Recorded data:
-------------------------

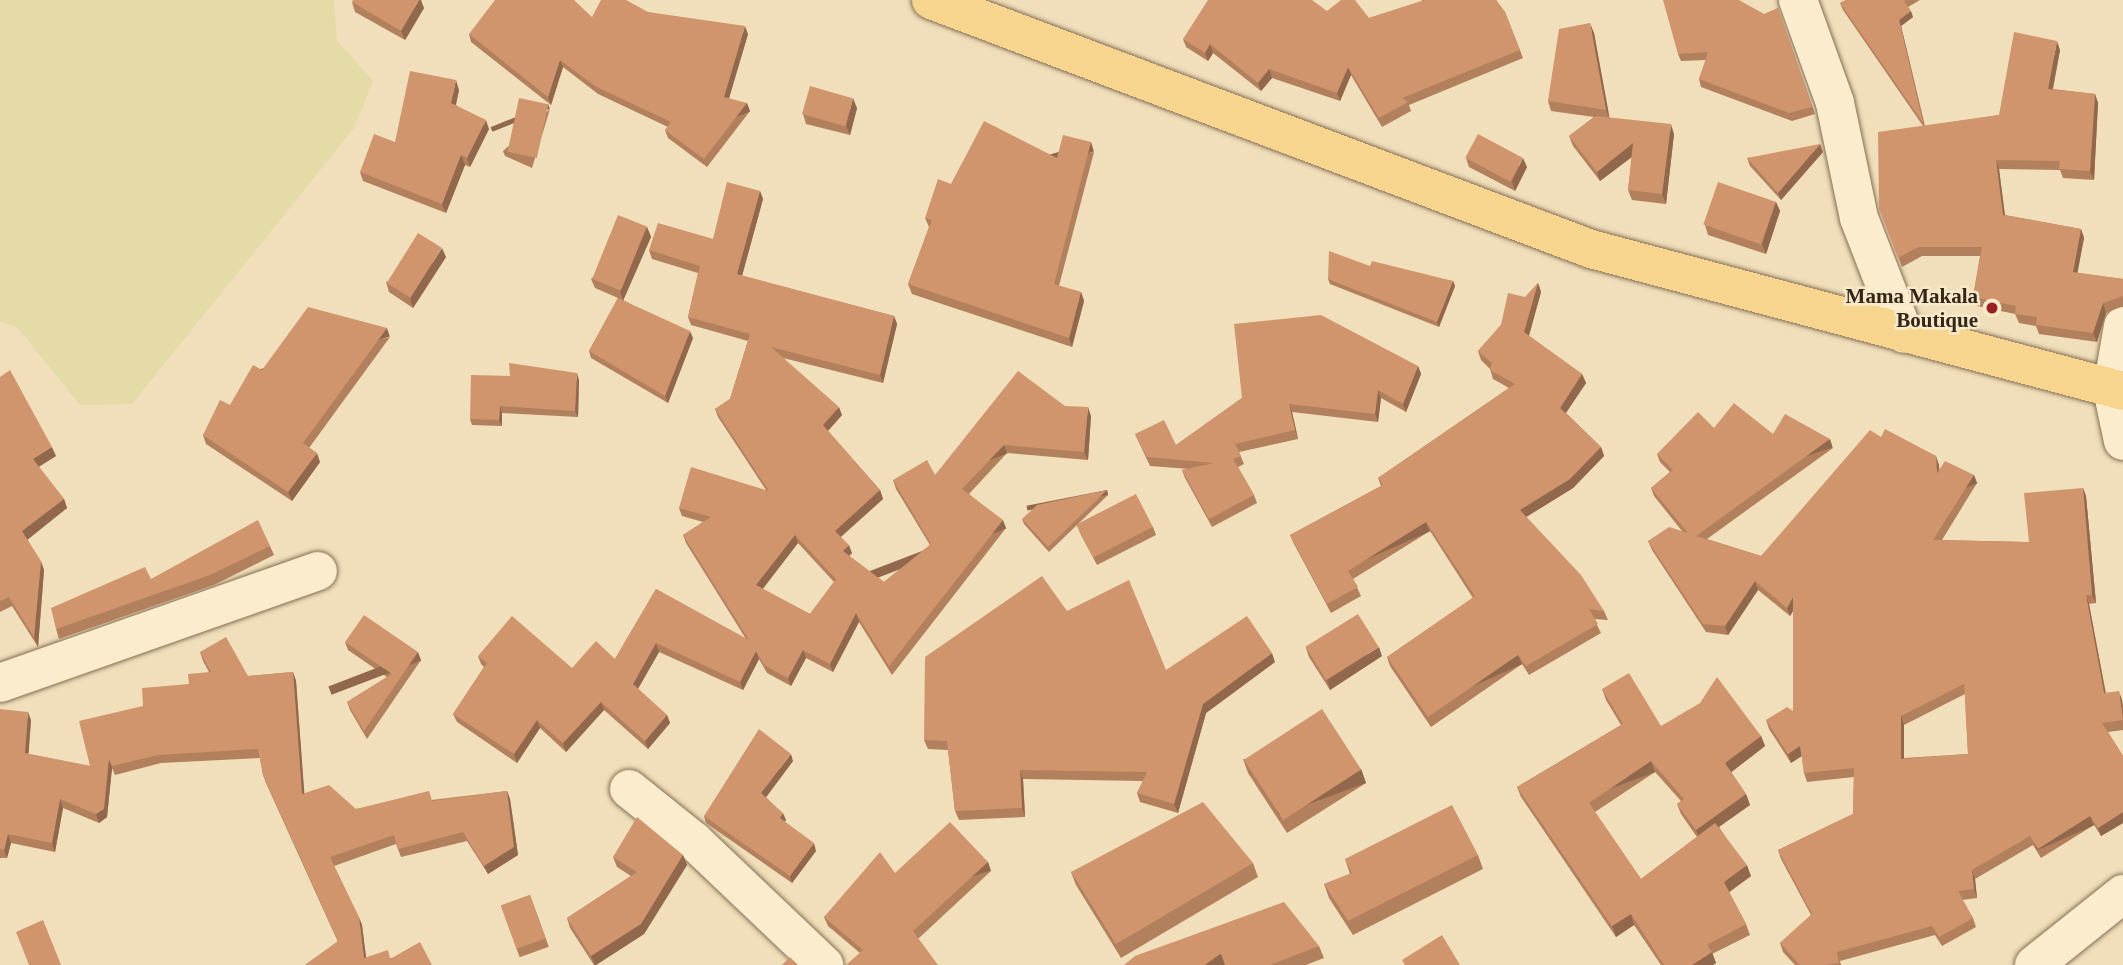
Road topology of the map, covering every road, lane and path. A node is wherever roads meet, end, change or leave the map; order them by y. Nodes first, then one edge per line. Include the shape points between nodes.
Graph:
1 (931, 0) edge
2 (1798, 0) edge
3 (2123, 326) edge
4 (1904, 334) junction
5 (2118, 390) edge
6 (2123, 441) edge
7 (318, 571) dead end
8 (0, 682) edge
9 (629, 789) dead end
10 (2123, 894) edge
11 (824, 965) edge
12 (2034, 965) edge

1 - 4 main road via 1591,249
2 - 4 street via 1835,103 1859,218
3 - 5 street
4 - 5 main road
5 - 6 street
7 - 8 street
9 - 11 street
10 - 12 street

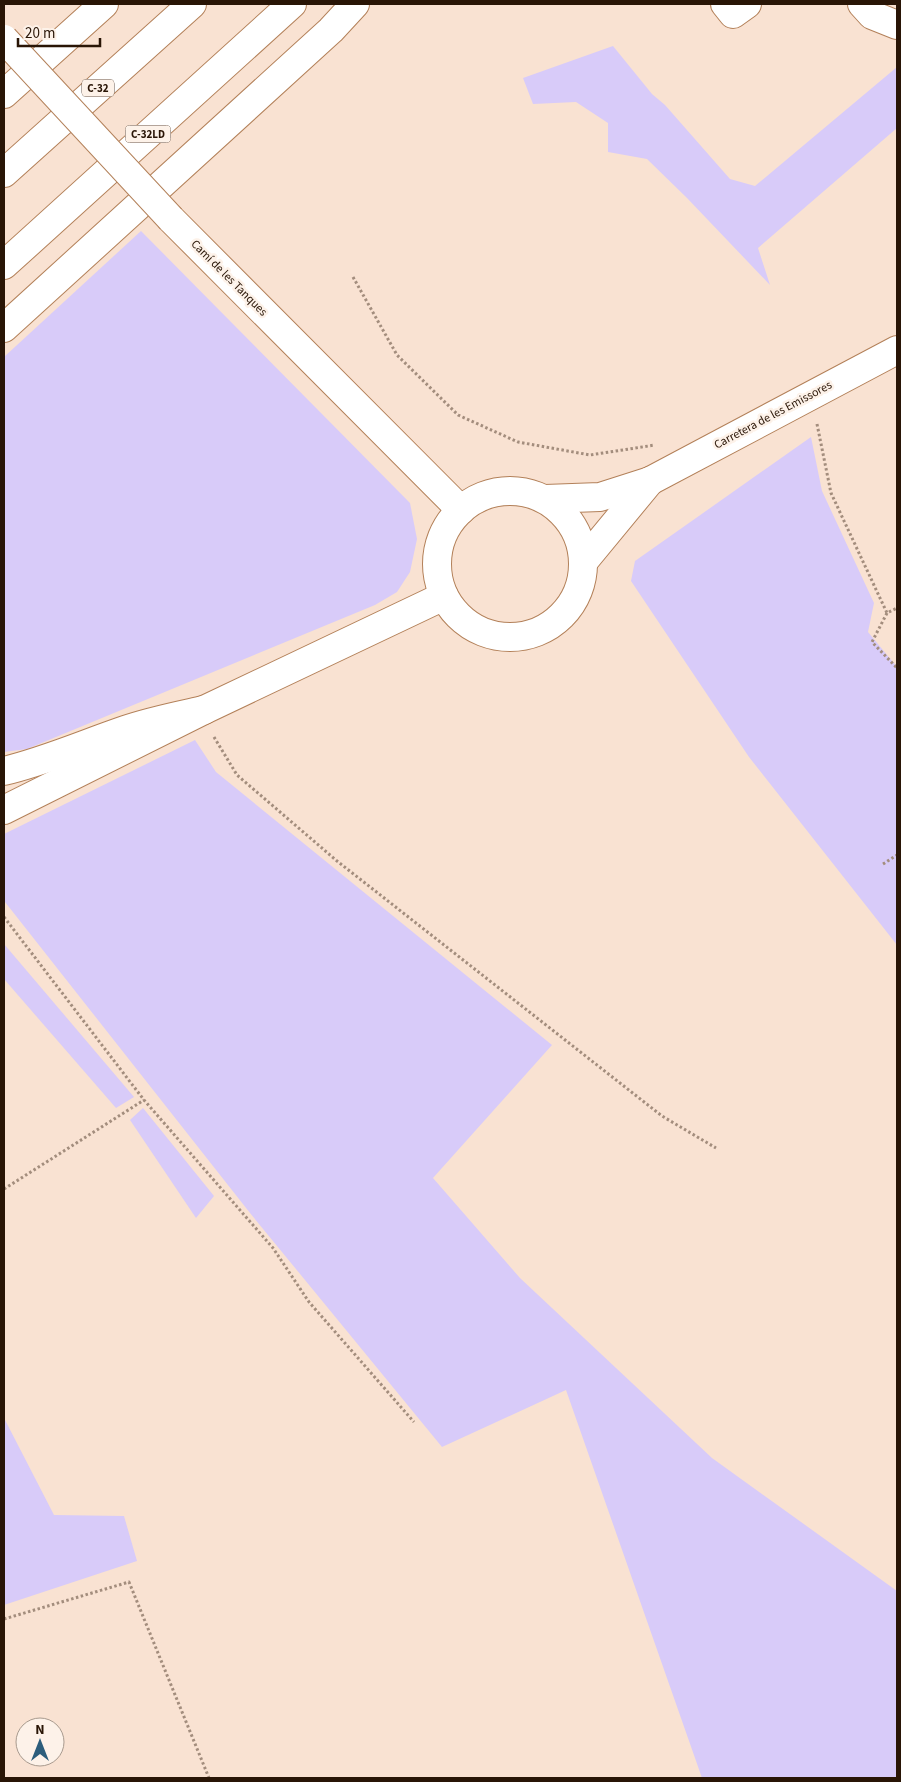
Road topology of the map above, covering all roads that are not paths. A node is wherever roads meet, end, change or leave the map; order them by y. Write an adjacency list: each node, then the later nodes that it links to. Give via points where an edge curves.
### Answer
1 (104, 4): 10 (main road)
2 (192, 4): 11 (main road, C-32)
3 (292, 4): 12 (main road, C-32LD)
4 (355, 4): 13 (main road, via 331,30)
5 (725, 4): 6 (main road, via 733,14)
6 (747, 4)
7 (862, 4): 8 (main road, via 872,15)
8 (897, 25)
9 (4, 39): 17 (main road, Camí de les Tanques, bridge, via 171,219)
10 (4, 94)
11 (4, 173)
12 (4, 265)
13 (4, 328)
14 (897, 350): 15 (main road, Carretera de les Emissores)
15 (650, 481): 16 (main road, via 600,497); 18 (main road)
16 (545, 500): 17 (main road, via 516,491 501,492 486,495); 18 (main road, via 568,519 582,546)
17 (460, 510): 19 (main road, via 446,529 438,550 439,582)
18 (584, 561): 19 (main road, via 578,593 569,608 544,630 528,635 512,638 479,631 453,611)
19 (444, 596): 20 (main road)
20 (204, 710): 21 (main road, via 162,719 67,753); 22 (main road)
21 (4, 771)
22 (4, 810)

-------------------------

== ABOUT THIS TASK ==
All entries need to be duplicated exactly, apart from the images.

== RESULT OF THIS EXERCISE ==
Road topology of the map, covering every road, lane and path. A node is wherever roads meet, end, change or leave the map; order them by y. Nodes first, then one edge per line. Include the shape points between nodes.
Graph:
1 (931, 0) edge
2 (1798, 0) edge
3 (2123, 326) edge
4 (1904, 334) junction
5 (2118, 390) edge
6 (2123, 441) edge
7 (318, 571) dead end
8 (0, 682) edge
9 (629, 789) dead end
10 (2123, 894) edge
11 (824, 965) edge
12 (2034, 965) edge

1 - 4 main road via 1591,249
2 - 4 street via 1835,103 1859,218
3 - 5 street
4 - 5 main road
5 - 6 street
7 - 8 street
9 - 11 street
10 - 12 street

Road topology of the map above, covering all roads that are not paths. A node is wherever roads meet, end, change or leave the map; order them by y. Write an adjacency list: each node, then the later nodes that it links to. Give via points where an edge curves.
### Answer
1 (104, 4): 10 (main road)
2 (192, 4): 11 (main road, C-32)
3 (292, 4): 12 (main road, C-32LD)
4 (355, 4): 13 (main road, via 331,30)
5 (725, 4): 6 (main road, via 733,14)
6 (747, 4)
7 (862, 4): 8 (main road, via 872,15)
8 (897, 25)
9 (4, 39): 17 (main road, Camí de les Tanques, bridge, via 171,219)
10 (4, 94)
11 (4, 173)
12 (4, 265)
13 (4, 328)
14 (897, 350): 15 (main road, Carretera de les Emissores)
15 (650, 481): 16 (main road, via 600,497); 18 (main road)
16 (545, 500): 17 (main road, via 516,491 501,492 486,495); 18 (main road, via 568,519 582,546)
17 (460, 510): 19 (main road, via 446,529 438,550 439,582)
18 (584, 561): 19 (main road, via 578,593 569,608 544,630 528,635 512,638 479,631 453,611)
19 (444, 596): 20 (main road)
20 (204, 710): 21 (main road, via 162,719 67,753); 22 (main road)
21 (4, 771)
22 (4, 810)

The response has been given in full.